Collected data entries:
= Beginning of Section =

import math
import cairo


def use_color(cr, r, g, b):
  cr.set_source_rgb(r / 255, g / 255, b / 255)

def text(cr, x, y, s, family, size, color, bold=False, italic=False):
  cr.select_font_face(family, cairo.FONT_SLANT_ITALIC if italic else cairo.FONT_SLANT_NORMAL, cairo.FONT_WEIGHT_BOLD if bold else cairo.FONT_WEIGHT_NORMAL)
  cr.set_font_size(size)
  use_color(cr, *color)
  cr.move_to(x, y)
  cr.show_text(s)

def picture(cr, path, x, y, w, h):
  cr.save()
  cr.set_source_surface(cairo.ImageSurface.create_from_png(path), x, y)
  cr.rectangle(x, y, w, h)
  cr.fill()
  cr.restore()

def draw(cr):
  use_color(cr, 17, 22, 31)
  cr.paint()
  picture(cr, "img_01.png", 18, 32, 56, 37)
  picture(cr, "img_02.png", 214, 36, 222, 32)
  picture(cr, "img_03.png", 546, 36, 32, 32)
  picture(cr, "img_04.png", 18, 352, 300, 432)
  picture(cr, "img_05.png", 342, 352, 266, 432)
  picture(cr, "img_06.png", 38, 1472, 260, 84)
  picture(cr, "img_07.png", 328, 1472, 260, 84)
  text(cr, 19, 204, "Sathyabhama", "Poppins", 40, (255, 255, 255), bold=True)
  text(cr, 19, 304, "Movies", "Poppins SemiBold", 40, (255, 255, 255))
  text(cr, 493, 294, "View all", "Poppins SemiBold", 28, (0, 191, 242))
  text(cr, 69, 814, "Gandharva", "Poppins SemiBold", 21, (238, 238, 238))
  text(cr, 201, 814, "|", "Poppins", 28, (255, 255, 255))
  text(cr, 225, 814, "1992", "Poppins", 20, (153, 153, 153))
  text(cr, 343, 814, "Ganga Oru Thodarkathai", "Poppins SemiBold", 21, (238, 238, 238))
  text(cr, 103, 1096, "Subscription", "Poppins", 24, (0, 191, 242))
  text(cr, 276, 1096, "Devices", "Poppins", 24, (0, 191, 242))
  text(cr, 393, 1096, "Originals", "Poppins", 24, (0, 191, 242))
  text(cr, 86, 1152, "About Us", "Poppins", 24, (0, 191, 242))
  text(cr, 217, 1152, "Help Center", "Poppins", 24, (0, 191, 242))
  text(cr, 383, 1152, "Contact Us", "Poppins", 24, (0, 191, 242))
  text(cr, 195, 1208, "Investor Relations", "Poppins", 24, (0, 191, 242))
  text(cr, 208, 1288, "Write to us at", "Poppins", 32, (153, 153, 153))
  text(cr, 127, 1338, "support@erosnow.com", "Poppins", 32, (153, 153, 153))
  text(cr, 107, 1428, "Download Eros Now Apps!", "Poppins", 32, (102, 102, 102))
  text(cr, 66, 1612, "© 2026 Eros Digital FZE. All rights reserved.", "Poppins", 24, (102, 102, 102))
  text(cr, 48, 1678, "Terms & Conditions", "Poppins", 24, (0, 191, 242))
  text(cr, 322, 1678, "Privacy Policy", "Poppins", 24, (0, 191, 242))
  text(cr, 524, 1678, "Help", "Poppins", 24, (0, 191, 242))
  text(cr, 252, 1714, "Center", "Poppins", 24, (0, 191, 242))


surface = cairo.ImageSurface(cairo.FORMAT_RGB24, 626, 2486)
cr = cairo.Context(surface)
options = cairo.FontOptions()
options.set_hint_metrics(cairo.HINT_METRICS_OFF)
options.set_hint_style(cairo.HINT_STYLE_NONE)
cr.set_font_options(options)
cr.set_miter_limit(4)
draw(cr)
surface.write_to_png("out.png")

= End of Section =

Task details: If a line of the data above contains "size", copy it out.

Answer for the task:
def text(cr, x, y, s, family, size, color, bold=False, italic=False):
  cr.set_font_size(size)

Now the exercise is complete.